─── Exercise material

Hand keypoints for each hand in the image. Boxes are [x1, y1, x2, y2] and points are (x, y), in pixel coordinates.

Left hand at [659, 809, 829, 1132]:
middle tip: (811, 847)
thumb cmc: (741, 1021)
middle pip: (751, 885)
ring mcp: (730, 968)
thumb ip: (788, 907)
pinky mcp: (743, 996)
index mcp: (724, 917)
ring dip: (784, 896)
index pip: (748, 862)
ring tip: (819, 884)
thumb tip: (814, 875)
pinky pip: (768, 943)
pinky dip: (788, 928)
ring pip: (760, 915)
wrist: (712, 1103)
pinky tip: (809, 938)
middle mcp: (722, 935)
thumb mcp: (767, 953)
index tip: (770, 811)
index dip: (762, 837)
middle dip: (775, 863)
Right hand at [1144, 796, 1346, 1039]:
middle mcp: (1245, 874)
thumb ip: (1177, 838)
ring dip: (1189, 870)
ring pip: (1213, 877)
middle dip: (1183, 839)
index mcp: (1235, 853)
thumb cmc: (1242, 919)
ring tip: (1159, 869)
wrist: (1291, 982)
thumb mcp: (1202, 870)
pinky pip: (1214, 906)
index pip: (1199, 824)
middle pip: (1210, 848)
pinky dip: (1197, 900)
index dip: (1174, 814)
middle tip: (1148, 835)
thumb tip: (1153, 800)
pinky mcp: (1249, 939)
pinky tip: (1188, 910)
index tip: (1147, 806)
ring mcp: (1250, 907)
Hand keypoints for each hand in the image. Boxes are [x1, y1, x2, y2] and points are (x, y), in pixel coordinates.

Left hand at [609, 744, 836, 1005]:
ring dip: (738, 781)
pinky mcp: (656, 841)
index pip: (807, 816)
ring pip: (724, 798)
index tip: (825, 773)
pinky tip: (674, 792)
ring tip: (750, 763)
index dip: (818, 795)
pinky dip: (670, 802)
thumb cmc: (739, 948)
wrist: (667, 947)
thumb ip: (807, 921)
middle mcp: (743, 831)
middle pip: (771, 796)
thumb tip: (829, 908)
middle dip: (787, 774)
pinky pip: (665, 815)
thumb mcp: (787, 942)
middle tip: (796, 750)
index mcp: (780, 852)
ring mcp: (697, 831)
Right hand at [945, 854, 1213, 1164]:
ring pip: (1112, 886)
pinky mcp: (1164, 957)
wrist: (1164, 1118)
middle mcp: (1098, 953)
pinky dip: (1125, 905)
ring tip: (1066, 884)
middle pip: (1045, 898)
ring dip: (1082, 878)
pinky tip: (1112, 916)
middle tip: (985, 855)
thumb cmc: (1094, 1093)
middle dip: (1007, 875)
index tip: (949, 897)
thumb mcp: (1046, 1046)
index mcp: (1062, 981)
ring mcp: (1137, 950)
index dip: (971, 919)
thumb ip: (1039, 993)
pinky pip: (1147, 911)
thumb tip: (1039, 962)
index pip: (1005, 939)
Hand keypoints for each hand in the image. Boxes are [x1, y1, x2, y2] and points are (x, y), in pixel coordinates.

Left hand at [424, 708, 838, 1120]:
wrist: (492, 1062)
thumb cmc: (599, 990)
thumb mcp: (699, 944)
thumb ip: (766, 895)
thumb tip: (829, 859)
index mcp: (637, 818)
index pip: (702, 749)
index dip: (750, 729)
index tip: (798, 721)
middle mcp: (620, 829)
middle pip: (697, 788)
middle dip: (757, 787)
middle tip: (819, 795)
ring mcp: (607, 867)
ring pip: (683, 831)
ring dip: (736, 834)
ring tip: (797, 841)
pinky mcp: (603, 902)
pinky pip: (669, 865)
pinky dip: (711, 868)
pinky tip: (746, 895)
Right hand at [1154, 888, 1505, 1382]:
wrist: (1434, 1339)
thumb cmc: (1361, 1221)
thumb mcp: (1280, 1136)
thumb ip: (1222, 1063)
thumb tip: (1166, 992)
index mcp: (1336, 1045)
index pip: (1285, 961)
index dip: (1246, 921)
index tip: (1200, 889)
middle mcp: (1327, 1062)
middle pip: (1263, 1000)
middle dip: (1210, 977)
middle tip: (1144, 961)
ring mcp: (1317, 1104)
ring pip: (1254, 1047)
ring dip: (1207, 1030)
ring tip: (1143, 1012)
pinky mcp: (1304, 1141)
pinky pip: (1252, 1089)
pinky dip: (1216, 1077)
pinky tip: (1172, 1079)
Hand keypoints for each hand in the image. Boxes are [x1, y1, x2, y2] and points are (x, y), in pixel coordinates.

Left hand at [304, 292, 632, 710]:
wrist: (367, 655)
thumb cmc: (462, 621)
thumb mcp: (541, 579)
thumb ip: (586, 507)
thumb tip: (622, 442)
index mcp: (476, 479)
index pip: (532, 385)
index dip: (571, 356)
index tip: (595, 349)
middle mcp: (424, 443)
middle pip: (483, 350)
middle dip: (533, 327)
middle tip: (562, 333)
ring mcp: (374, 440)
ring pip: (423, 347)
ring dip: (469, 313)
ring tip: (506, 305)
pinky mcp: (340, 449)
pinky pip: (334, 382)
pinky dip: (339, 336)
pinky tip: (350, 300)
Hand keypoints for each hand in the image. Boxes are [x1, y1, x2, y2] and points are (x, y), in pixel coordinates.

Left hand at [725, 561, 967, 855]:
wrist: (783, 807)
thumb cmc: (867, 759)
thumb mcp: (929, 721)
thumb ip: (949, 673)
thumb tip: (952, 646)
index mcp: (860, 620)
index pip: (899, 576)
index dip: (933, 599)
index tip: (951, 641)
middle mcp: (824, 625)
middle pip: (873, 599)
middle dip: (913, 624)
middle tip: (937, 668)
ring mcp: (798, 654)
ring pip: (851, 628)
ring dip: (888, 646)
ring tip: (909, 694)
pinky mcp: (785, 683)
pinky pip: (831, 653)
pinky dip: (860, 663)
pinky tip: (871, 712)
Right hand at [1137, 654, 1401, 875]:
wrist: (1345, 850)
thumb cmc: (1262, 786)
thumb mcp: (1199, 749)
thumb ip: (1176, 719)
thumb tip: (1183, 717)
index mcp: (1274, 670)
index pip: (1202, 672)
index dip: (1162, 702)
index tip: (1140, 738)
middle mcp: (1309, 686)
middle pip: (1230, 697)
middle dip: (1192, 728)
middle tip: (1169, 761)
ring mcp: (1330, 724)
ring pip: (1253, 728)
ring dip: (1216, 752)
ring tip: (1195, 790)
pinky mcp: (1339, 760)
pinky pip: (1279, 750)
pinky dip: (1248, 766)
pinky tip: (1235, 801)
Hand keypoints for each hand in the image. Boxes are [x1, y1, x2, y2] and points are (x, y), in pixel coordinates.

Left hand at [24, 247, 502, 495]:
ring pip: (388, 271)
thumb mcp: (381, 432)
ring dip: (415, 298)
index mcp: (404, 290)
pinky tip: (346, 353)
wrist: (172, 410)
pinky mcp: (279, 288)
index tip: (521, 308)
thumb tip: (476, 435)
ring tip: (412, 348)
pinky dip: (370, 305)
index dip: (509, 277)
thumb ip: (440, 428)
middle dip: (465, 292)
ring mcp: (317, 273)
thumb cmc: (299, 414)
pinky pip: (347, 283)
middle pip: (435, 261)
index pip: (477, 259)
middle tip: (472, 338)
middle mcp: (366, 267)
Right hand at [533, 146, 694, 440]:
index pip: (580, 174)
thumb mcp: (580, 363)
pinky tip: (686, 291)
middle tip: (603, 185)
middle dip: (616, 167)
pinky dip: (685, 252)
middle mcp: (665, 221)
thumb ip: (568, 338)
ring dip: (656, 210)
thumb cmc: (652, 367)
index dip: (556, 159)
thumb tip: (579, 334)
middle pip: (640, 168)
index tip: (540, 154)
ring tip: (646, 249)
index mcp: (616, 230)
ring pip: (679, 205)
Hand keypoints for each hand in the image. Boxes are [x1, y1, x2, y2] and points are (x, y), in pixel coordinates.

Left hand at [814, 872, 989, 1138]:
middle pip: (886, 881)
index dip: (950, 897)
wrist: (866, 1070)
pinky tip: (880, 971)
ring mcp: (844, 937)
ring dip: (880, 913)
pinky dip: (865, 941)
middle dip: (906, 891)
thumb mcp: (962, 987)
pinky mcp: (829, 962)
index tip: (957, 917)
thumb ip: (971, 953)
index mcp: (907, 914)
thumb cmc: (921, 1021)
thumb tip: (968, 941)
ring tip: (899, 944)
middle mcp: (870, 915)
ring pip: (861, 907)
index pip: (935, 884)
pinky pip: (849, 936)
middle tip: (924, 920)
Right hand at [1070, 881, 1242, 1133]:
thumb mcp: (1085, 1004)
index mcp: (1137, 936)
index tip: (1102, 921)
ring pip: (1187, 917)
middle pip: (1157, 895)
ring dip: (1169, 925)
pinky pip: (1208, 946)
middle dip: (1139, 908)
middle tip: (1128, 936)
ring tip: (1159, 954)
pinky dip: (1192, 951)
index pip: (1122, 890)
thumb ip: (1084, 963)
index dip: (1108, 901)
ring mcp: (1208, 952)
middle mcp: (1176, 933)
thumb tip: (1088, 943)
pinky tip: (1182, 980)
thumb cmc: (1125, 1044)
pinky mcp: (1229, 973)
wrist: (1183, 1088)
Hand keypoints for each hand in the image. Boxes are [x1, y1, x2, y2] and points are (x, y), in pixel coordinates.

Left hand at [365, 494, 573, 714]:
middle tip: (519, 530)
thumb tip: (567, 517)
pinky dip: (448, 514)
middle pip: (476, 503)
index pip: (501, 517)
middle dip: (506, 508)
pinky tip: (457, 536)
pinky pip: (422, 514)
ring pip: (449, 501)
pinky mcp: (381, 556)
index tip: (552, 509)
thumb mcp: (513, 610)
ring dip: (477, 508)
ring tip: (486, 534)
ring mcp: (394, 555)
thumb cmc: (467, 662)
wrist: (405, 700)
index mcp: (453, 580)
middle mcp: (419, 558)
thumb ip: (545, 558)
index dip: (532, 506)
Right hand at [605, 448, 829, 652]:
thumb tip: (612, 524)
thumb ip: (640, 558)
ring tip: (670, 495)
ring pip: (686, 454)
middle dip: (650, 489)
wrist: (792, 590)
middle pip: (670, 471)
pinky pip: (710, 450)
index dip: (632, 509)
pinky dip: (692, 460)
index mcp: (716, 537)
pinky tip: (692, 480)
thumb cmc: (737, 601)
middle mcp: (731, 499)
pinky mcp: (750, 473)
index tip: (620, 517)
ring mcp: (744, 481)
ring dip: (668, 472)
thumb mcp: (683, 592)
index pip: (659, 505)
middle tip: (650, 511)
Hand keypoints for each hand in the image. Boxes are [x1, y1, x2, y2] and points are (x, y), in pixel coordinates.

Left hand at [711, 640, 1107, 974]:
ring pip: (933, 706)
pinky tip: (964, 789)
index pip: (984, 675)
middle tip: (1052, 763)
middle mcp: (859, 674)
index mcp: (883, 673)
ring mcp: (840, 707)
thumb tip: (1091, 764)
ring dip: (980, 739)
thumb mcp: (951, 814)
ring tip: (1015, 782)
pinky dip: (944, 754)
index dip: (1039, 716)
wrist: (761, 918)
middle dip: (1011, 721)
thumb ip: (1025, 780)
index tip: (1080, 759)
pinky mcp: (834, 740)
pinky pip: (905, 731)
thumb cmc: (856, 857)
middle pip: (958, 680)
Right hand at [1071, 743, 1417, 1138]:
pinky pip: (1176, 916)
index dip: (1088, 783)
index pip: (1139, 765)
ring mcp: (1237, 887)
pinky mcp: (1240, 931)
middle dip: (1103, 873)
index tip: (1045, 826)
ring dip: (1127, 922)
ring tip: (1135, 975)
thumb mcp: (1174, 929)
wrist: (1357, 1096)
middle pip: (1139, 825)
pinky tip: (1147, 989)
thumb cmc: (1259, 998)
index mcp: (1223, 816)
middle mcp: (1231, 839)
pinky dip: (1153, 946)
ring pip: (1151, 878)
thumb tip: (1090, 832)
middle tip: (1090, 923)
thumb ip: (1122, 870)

──────

§ Directions
The lines to retype run from the start of the entries through the line containing "ring pip: (760, 915)"; reproduce them exactly and add nothing.

§ Solution for this task
Hand keypoints for each hand in the image. Boxes are [x1, y1, x2, y2] and points are (x, y), in pixel coordinates.

Left hand at [659, 809, 829, 1132]:
middle tip: (811, 847)
thumb cmc: (741, 1021)
middle pip: (751, 885)
ring mcp: (730, 968)
thumb ip: (788, 907)
pinky mcp: (743, 996)
index mcp: (724, 917)
ring dip: (784, 896)
index pip: (748, 862)
ring tip: (819, 884)
thumb tip: (814, 875)
pinky pip: (768, 943)
pinky dip: (788, 928)
ring pip: (760, 915)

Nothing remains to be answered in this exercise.